GRP78 mediates mitochondrial fusion and fission in cigarette smoke-induced inflammatory responses in airway epithelial cells.

Abstract

Chronic obstructive pulmonary disease (COPD) is characterized by persistent airway inflammation, with cigarette smoke being a major contributor to epithelial injury. Recent studies have shown that abnormal mitochondrial function is closely linked to the onset and progression of airway inflammation. This study aims to explore the role and underlying molecular mechanisms of mitochondrial dynamics in cigarette smoke-induced airway inflammation.

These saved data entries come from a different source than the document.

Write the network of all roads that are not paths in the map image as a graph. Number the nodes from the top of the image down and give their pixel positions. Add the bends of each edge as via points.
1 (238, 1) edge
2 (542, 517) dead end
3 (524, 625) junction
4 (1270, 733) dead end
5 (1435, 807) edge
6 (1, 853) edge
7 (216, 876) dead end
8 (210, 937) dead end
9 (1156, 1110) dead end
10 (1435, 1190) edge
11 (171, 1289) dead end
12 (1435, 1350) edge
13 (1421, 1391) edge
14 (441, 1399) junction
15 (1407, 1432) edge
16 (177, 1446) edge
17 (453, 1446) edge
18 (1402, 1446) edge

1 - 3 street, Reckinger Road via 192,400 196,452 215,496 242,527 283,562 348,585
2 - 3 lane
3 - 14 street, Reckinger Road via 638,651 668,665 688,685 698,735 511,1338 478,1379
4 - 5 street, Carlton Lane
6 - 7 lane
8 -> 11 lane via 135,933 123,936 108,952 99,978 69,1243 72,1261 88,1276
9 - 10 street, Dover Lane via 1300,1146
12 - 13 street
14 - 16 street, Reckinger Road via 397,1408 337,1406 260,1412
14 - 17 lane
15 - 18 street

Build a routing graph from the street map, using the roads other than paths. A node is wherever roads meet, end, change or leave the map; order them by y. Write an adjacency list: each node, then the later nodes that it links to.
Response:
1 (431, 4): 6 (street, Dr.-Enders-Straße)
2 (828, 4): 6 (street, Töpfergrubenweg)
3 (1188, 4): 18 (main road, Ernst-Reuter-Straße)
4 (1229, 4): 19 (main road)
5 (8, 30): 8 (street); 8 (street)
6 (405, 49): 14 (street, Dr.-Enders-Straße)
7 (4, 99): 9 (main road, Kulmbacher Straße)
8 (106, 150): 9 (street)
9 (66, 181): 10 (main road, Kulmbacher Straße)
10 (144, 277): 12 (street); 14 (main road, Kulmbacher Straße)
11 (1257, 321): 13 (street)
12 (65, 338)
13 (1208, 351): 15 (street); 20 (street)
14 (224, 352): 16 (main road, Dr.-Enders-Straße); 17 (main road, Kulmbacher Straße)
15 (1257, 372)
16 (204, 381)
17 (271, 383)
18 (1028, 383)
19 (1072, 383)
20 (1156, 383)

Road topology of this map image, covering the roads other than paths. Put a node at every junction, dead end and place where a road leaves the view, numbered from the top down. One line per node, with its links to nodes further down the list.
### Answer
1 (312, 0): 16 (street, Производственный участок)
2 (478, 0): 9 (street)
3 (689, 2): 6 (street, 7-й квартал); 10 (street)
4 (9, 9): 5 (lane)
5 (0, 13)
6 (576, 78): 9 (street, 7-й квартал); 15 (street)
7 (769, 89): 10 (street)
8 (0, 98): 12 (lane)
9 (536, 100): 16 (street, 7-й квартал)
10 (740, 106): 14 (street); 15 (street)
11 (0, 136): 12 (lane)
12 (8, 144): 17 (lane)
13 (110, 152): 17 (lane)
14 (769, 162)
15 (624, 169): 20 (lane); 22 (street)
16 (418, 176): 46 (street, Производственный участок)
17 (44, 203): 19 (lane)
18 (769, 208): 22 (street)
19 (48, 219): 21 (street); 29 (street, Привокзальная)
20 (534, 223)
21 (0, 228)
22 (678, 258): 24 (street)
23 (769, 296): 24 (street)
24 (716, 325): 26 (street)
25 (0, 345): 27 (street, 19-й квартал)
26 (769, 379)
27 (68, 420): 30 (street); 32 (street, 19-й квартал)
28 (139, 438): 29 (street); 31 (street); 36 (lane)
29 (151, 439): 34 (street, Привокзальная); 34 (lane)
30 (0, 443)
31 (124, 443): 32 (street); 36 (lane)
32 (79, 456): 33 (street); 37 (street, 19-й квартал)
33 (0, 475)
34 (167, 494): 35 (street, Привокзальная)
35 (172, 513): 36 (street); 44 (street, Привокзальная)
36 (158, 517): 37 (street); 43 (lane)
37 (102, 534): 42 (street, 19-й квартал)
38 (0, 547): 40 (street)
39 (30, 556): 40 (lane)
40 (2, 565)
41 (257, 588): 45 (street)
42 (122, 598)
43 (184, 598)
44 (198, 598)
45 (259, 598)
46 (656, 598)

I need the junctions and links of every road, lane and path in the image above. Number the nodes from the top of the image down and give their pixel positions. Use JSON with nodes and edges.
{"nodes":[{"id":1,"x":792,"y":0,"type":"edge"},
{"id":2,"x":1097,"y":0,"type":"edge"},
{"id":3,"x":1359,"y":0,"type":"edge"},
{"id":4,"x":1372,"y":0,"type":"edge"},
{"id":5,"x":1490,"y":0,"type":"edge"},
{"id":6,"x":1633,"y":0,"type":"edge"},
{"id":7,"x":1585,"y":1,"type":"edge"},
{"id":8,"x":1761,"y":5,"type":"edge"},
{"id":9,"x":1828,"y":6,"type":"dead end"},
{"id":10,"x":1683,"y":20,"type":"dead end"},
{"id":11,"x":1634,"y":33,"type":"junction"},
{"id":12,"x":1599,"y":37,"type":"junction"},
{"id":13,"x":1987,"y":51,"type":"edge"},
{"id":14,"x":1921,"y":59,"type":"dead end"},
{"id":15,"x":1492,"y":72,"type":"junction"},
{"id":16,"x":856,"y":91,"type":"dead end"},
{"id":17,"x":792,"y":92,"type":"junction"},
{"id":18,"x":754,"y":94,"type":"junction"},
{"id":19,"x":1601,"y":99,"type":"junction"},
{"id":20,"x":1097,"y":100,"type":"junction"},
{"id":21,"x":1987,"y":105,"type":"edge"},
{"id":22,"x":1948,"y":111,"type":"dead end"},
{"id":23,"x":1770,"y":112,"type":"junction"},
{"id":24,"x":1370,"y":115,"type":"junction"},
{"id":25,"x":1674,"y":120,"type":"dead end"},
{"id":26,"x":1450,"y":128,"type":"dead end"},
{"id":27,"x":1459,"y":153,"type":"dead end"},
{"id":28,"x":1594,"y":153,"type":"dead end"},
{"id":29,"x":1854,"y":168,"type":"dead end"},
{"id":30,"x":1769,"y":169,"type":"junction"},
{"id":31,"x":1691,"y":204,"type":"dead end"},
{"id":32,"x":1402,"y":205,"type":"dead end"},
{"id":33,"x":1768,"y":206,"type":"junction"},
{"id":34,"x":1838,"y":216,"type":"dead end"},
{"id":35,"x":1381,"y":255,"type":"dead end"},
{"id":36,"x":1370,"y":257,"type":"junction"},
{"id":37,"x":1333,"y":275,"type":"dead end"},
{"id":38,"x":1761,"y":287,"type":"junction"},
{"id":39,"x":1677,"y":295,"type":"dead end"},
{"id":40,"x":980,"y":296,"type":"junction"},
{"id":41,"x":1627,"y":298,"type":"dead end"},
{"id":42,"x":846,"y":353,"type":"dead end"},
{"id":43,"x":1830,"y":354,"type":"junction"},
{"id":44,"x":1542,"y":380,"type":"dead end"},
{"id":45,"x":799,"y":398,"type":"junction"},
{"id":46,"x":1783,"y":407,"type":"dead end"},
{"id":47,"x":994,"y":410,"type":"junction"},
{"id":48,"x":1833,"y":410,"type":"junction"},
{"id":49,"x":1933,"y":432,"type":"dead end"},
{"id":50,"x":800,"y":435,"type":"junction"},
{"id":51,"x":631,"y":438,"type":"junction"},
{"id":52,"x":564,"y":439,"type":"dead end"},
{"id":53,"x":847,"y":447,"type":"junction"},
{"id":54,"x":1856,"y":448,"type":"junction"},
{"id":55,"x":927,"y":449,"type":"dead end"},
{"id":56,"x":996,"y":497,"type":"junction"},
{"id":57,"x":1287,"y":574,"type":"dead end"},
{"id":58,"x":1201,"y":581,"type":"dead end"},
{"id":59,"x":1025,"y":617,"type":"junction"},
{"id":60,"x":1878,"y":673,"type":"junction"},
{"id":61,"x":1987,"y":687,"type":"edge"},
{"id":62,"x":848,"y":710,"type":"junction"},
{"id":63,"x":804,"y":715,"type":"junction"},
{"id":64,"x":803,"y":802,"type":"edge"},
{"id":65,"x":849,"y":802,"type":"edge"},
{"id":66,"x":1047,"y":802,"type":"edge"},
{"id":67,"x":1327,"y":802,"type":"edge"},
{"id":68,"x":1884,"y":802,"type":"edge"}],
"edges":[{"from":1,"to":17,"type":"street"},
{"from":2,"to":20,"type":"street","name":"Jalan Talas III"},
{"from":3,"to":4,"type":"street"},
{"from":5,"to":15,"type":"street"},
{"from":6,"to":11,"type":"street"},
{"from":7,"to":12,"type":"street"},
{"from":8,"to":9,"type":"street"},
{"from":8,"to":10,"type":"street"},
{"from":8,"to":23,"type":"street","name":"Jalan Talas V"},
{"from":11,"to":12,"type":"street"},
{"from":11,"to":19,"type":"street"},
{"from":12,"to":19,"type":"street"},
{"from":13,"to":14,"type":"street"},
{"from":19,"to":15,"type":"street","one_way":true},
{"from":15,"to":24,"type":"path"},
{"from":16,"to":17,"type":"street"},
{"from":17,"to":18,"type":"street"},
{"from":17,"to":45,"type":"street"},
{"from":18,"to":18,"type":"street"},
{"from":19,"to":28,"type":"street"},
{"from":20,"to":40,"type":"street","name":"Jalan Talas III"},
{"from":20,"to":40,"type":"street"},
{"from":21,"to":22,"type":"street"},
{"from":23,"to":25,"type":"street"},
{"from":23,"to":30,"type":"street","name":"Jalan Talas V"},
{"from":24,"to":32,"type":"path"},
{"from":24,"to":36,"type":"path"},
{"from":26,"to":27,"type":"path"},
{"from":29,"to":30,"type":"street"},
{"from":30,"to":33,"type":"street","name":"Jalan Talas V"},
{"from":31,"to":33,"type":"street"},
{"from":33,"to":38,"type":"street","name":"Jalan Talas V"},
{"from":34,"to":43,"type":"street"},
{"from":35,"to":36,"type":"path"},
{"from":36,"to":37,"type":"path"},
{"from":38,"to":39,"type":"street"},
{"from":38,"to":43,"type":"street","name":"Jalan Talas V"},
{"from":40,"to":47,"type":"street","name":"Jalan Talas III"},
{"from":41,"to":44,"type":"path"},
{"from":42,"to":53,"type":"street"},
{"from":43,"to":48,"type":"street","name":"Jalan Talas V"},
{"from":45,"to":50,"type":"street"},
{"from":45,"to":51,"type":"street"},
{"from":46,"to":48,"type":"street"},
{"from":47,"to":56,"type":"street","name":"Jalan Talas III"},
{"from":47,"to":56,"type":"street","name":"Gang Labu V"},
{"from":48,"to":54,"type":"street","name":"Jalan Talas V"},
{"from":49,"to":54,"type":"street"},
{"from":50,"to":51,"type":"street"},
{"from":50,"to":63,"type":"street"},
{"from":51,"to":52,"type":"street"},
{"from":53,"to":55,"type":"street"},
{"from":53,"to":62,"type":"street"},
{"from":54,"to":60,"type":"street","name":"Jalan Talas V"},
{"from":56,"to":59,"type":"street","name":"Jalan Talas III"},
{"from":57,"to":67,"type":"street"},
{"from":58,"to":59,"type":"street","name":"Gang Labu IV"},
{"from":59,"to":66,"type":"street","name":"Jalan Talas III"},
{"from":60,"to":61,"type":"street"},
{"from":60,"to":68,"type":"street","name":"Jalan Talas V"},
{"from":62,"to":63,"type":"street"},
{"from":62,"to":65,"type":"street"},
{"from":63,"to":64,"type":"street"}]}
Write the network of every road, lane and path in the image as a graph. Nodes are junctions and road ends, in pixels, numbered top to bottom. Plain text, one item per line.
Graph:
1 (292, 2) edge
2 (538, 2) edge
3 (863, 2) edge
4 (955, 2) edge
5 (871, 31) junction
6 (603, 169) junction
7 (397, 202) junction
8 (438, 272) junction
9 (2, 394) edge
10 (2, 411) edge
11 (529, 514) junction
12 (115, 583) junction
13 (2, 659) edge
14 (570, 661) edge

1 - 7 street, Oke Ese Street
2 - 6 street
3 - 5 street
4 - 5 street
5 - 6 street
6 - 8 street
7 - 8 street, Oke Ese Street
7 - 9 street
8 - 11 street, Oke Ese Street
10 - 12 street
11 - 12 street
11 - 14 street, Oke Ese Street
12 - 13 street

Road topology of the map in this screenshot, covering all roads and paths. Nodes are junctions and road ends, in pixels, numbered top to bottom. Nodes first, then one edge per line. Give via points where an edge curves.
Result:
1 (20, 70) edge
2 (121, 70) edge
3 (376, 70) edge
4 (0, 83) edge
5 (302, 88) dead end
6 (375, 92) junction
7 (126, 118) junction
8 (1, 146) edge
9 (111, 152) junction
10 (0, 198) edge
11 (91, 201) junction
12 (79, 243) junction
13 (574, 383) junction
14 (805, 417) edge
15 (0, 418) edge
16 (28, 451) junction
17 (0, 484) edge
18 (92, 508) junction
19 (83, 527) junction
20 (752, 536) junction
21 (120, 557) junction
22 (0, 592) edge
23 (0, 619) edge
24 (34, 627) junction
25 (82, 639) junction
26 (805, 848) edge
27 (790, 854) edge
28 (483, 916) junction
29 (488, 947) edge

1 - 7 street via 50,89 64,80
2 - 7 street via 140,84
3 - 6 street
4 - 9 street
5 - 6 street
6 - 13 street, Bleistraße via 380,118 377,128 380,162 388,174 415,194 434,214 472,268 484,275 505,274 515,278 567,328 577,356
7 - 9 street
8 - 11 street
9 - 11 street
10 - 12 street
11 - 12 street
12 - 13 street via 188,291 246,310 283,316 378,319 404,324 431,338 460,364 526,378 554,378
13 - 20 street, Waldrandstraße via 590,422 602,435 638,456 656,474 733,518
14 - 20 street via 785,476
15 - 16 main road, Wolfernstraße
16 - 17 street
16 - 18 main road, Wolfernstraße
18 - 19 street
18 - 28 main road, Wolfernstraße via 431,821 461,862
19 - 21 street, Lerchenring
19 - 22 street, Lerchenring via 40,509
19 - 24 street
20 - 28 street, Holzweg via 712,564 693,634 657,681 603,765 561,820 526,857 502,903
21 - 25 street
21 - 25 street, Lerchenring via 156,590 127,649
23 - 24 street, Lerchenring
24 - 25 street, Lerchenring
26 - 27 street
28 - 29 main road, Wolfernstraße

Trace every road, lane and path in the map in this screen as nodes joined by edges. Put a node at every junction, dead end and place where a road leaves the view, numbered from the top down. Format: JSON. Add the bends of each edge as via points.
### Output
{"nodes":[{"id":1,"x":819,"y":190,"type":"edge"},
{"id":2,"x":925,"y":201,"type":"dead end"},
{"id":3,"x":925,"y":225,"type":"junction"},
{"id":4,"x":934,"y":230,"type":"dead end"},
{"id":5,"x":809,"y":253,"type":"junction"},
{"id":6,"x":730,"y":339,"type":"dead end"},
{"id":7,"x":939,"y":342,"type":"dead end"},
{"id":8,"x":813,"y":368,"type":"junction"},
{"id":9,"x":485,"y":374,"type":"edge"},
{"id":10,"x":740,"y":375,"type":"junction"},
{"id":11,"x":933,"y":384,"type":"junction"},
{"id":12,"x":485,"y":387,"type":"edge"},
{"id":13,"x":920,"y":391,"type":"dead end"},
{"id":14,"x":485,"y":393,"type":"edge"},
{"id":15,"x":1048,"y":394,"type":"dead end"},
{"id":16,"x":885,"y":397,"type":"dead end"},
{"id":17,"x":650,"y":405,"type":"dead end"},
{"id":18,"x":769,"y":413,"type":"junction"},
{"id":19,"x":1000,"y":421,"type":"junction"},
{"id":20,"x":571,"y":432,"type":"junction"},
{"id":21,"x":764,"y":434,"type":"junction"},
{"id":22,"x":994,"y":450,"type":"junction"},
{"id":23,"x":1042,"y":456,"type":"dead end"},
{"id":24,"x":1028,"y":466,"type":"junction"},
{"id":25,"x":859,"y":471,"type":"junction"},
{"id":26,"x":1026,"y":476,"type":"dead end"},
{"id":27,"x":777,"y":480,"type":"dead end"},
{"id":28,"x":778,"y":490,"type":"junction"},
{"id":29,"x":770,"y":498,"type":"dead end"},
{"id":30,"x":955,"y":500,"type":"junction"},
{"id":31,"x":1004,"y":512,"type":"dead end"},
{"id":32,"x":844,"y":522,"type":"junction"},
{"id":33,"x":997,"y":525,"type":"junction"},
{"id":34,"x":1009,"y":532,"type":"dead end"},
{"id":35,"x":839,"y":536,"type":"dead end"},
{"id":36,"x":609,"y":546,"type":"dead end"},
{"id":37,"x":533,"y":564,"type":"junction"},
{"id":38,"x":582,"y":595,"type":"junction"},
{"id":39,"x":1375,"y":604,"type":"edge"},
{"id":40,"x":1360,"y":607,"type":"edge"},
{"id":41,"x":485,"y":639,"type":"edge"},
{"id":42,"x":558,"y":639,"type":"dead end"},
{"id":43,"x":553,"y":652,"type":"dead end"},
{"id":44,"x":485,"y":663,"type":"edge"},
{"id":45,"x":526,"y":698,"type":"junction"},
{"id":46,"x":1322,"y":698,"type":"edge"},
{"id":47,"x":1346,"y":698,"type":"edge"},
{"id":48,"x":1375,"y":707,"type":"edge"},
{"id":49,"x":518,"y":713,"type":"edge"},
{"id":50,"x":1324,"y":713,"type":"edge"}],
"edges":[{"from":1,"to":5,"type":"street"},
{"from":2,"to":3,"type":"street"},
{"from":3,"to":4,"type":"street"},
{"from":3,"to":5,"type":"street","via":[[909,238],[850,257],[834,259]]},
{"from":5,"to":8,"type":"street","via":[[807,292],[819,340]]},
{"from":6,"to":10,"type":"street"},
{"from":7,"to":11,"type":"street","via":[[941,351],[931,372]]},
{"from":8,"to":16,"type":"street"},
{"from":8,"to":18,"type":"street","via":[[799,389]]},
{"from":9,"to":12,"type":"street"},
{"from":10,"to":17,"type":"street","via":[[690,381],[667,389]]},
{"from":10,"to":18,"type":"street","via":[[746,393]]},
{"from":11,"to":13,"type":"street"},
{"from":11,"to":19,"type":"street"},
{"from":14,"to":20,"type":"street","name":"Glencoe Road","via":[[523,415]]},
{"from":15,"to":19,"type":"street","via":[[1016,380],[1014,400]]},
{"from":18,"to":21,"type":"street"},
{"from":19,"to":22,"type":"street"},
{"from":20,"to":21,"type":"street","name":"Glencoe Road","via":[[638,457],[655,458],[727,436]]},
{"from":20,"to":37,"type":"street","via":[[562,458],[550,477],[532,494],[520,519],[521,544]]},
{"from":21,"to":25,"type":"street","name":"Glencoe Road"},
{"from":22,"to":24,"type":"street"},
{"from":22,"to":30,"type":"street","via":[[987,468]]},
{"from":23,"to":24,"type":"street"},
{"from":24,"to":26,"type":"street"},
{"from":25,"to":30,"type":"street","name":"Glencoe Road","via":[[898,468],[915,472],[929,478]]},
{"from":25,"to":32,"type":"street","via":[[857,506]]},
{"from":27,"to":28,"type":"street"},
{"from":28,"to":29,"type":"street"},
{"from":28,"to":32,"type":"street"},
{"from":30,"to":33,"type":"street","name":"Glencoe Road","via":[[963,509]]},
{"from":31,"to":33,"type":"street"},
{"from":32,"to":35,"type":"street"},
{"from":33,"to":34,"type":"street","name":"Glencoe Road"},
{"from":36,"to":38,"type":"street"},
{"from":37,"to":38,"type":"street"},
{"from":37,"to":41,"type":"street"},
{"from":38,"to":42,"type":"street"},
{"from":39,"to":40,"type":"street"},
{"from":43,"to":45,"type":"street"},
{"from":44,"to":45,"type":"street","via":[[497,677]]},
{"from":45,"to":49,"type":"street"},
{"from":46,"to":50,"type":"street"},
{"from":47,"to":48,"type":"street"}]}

Human bronchial epithelial (HBE) cells were exposed to cigarette smoke extract (CSE) to assess the expression of mitochondrial fusion markers MFN2 and OPA1, the fission marker DRP1, and the glucose-regulated protein GRP78. The siRNA and pharmaceutics targeting DRP1, MFN2, and GRP78 were employed. Both cells and supernatants were analyzed for inflammatory factor levels and the related signaling pathways. In this study, HBE cells exposed to CSE showed a significant decrease in the proteins MFN2 and OPA1 and an increase in DRP1. The inhibition of DRP1 expression mitigated inflammation while silencing MFN2 exacerbated it. This was similarly corroborated by the use of the DRP1 inhibitor mdivi-1 and the MFN2 activator leflunomide. Additionally, we proved that GRP78 played an important regulatory role as an essential endoplasmic reticulum protein, regulating the mitochondrial fusion/fission process and subsequently activating the NF-κB pathway to regulate airway inflammation. Taken together, these results suggested that the GRP78-mediated mitochondrial fusion and fission process played a vital role in cigarette smoke-induced airway inflammation and might be a potential therapeutic target in this regard.